Evergreen worked with non-motorized recreation groups to assist the Legislature in refining the bill’s language, and encouraged clear distinction between e-bike use on paved trails vs. natural surface trails. Here’s where we landed:
What Does this Bill Do?
- It defines what an e-bike is in Washington State, and establishes a regulatory framework for their use.
- SB 6434 classifies e-bikes as bicycles, as long as its power output is no more than 750 watts, it has a saddle, includes fully operative pedals, and meets the criteria of the following classes:
- Class 1: E-assist only while pedaling, with a maximum speed of 20 mph.
- Class 2: Can be propelled solely by the motor, with a maximum speed of 20 mph.
- Class 3: E-assist only while pedaling, with a maximum speed of 28 mph, and has a speedometer.
- It gives land managers specific authority to regulate the use of e-bikes on their properties.
- It requires prominent labeling for all e-bikes containing the Classification Number, Top Assisted Speed, and Motor Wattage”.
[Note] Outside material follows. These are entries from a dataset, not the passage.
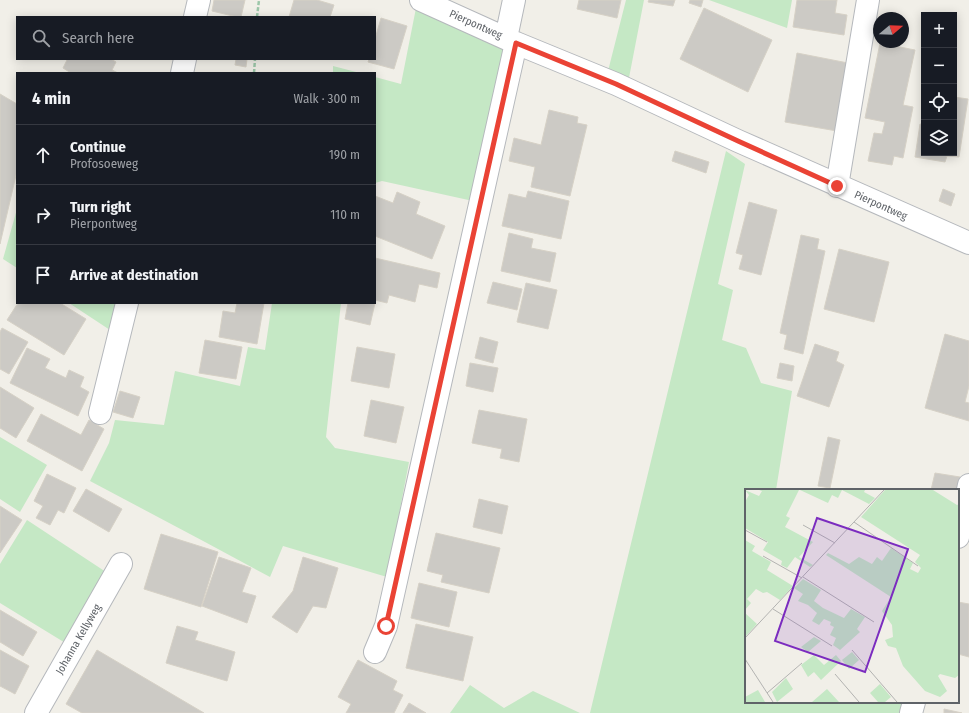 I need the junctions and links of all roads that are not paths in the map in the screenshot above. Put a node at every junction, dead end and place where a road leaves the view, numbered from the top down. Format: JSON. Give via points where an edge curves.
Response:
{"nodes":[{"id":1,"x":199,"y":0,"type":"edge"},
{"id":2,"x":421,"y":0,"type":"edge"},
{"id":3,"x":514,"y":0,"type":"edge"},
{"id":4,"x":868,"y":0,"type":"edge"},
{"id":5,"x":195,"y":16,"type":"edge"},
{"id":6,"x":511,"y":40,"type":"junction"},
{"id":7,"x":185,"y":60,"type":"edge"},
{"id":8,"x":182,"y":72,"type":"edge"},
{"id":9,"x":837,"y":186,"type":"junction"},
{"id":10,"x":969,"y":243,"type":"edge"},
{"id":11,"x":127,"y":304,"type":"edge"},
{"id":12,"x":100,"y":413,"type":"dead end"},
{"id":13,"x":969,"y":485,"type":"edge"},
{"id":14,"x":959,"y":532,"type":"edge"},
{"id":15,"x":121,"y":564,"type":"dead end"},
{"id":16,"x":375,"y":652,"type":"dead end"},
{"id":17,"x":914,"y":703,"type":"edge"},
{"id":18,"x":36,"y":713,"type":"edge"},
{"id":19,"x":911,"y":713,"type":"edge"}],
"edges":[{"from":1,"to":5,"type":"street"},
{"from":2,"to":6,"type":"street","name":"Pierpontweg"},
{"from":3,"to":6,"type":"street"},
{"from":4,"to":9,"type":"street"},
{"from":6,"to":9,"type":"street","name":"Pierpontweg","via":[[616,84]]},
{"from":6,"to":16,"type":"street","via":[[386,626]]},
{"from":7,"to":8,"type":"street"},
{"from":9,"to":10,"type":"street","name":"Pierpontweg"},
{"from":11,"to":12,"type":"street"},
{"from":13,"to":14,"type":"street"},
{"from":15,"to":18,"type":"street","name":"Johanna Kellyweg"},
{"from":17,"to":19,"type":"street"}]} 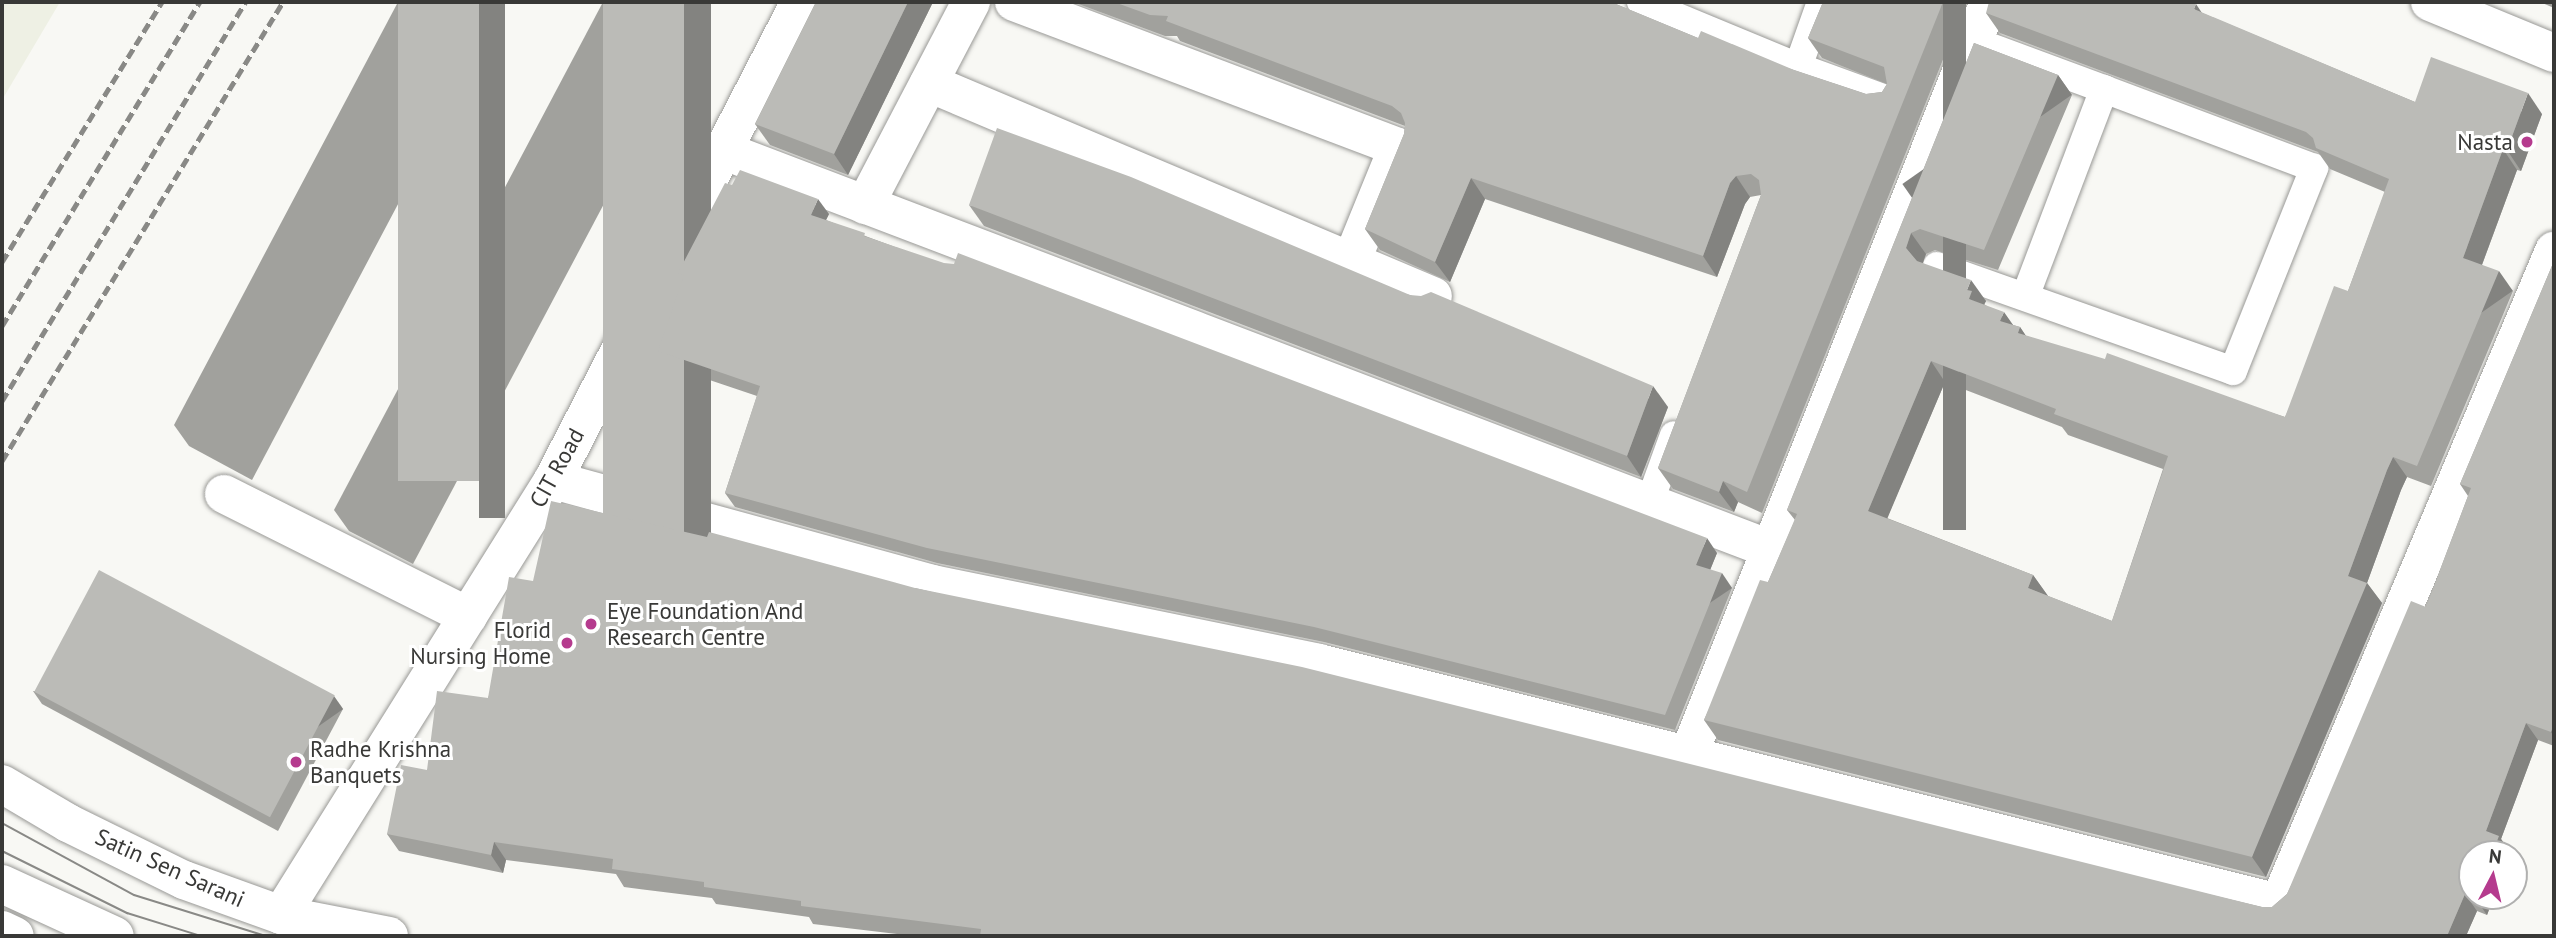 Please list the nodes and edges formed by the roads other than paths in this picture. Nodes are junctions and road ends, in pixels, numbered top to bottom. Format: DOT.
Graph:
graph roads {
  1 [pos="800,2"];
  2 [pos="971,2"];
  3 [pos="1014,2"];
  4 [pos="1641,2"];
  5 [pos="1821,2"];
  6 [pos="1989,2"];
  7 [pos="2430,2"];
  8 [pos="1974,41"];
  9 [pos="2554,53"];
  10 [pos="1798,67"];
  11 [pos="929,83"];
  12 [pos="2104,89"];
  13 [pos="1886,99"];
  14 [pos="722,150"];
  15 [pos="865,205"];
  16 [pos="2554,251"];
  17 [pos="1351,262"];
  18 [pos="1937,266"];
  19 [pos="1433,296"];
  20 [pos="2025,297"];
  21 [pos="1686,404"];
  22 [pos="553,480"];
  23 [pos="224,494"];
  24 [pos="1649,503"];
  25 [pos="1772,550"];
  26 [pos="468,616"];
  27 [pos="1689,754"];
  28 [pos="2,784"];
  29 [pos="2,884"];
  30 [pos="281,915"];
  31 [pos="2,930"];
  32 [pos="15,936"];
  33 [pos="115,936"];
  34 [pos="389,936"];
  1 -- 14 [label="street, CIT Road"];
  2 -- 11 [label="street"];
  3 -- 17 [label="street"];
  4 -- 10 [label="lane"];
  5 -- 10 [label="lane"];
  6 -- 8 [label="street"];
  7 -- 9 [label="street"];
  8 -- 12 [label="lane"];
  8 -- 25 [label="street"];
  10 -- 13 [label="lane"];
  11 -- 15 [label="street"];
  11 -- 17 [label="street"];
  12 -- 20 [label="lane"];
  12 -- 20 [label="lane"];
  14 -- 15 [label="street"];
  14 -- 22 [label="street, CIT Road"];
  15 -- 24 [label="street"];
  16 -- 27 [label="street"];
  17 -- 19 [label="street"];
  18 -- 20 [label="lane"];
  21 -- 24 [label="lane"];
  22 -- 26 [label="street, CIT Road"];
  22 -- 27 [label="street"];
  23 -- 26 [label="street"];
  24 -- 25 [label="street"];
  25 -- 27 [label="street"];
  26 -- 30 [label="street, CIT Road"];
  28 -- 30 [label="street, Satin Sen Sarani"];
  29 -- 33 [label="street"];
  30 -- 34 [label="street, Satin Sen Sarani"];
  31 -- 32 [label="street"];
} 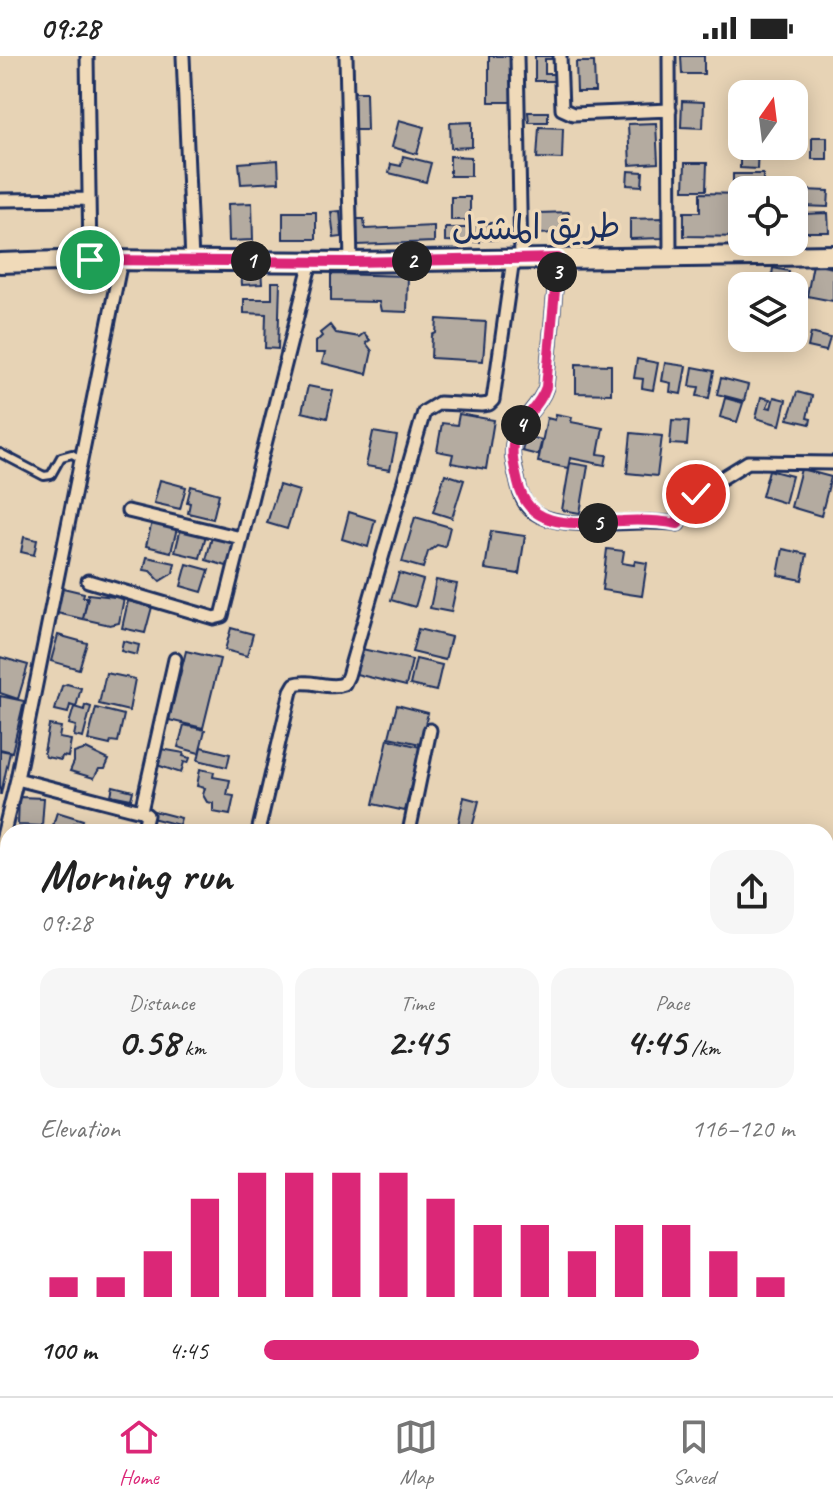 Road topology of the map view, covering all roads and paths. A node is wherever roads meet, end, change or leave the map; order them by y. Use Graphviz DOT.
graph roads {
  1 [pos="87,56"];
  2 [pos="183,56"];
  3 [pos="346,56"];
  4 [pos="517,56"];
  5 [pos="560,56"];
  6 [pos="669,56"];
  7 [pos="670,110"];
  8 [pos="89,199"];
  9 [pos="0,200"];
  10 [pos="833,255"];
  11 [pos="670,257"];
  12 [pos="558,258"];
  13 [pos="517,259"];
  14 [pos="90,260"];
  15 [pos="121,261"];
  16 [pos="192,261"];
  17 [pos="311,261"];
  18 [pos="351,262"];
  19 [pos="0,263"];
  20 [pos="0,453"];
  21 [pos="81,459"];
  22 [pos="833,463"];
  23 [pos="128,511"];
  24 [pos="241,538"];
  25 [pos="88,581"];
  26 [pos="175,659"];
  27 [pos="430,730"];
  28 [pos="17,779"];
  29 [pos="141,811"];
  30 [pos="6,824"];
  31 [pos="145,824"];
  32 [pos="260,824"];
  33 [pos="411,824"];
  1 -- 8 [label="street"];
  2 -- 16 [label="street"];
  3 -- 18 [label="street"];
  4 -- 13 [label="street"];
  5 -- 7 [label="street"];
  6 -- 7 [label="street"];
  7 -- 11 [label="street"];
  8 -- 9 [label="street"];
  8 -- 14 [label="street"];
  10 -- 11 [label="main road, طريق المشتل"];
  11 -- 12 [label="main road, طريق المشتل"];
  12 -- 13 [label="main road, طريق المشتل"];
  12 -- 22 [label="street"];
  13 -- 18 [label="main road, طريق المشتل"];
  13 -- 32 [label="street"];
  14 -- 15 [label="main road, طريق المشتل"];
  14 -- 19 [label="main road, طريق المشتل"];
  15 -- 16 [label="main road, طريق المشتل"];
  15 -- 21 [label="street"];
  16 -- 17 [label="main road, طريق المشتل"];
  17 -- 18 [label="main road, طريق المشتل"];
  17 -- 24 [label="street"];
  20 -- 21 [label="lane"];
  21 -- 28 [label="street"];
  23 -- 24 [label="street"];
  24 -- 25 [label="street"];
  26 -- 29 [label="street"];
  27 -- 33 [label="street"];
  28 -- 29 [label="street"];
  28 -- 30 [label="street"];
  29 -- 31 [label="street"];
}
What Does this Bill Mean for E-Bike Use?
1) Road, Bike Lanes and Paved Trails
Class 1 and 2 e-bikes are now allowed on roads, in bike lanes and on paved trails. Local and State jurisdictions may restrict or limit their use.
2) Natural Surface Trails
Evergreen collaborated with other outdoor recreation groups to include language defining natural surface trails, and treating them differently than paved bike paths. The end result is that e-bikes are not allowed on natural surface trails, unless signed or stated open by the managing jurisdiction.
Next steps for Evergreen
We are satisfied with the outcome of this initial legislation, as it addresses a critical need for urban bike commuters, and gives land managers specific authority to implement e-bike policies. It also recognizes that there is a crucial difference between road and trail use and it enables Evergreen to work on future legislation specific to trails, if deemed necessary.
How e-bike use is regulated is crucial to Evergreen for several reasons:
- Concerns by our partners in joint non-motorized recreation planning efforts;
- Potential loss of trail access if land managers choose to close trails to all “bikes” because e-bikes are now defined as bicycles;
- Funding eligibility risk for future state, federal, and local grants; and
- Ability for land managers to enforce the regulations.
It remains crucial to monitor the actual use and implementation of this legislation. While its passage ends the “free-for-all” e-bike use on roads and paved paths through regulation, there is still work to be done on how this relates to mountain biking, and we have concerns on how this bill defines “natural surface trails”.
Our goal is to ensure appropriate legislation is in place for land managers to effectively manage e-bikes on mountain bike trails. We’re working hard to stay on top of the issue, and devise and promote solutions that best advance our sport.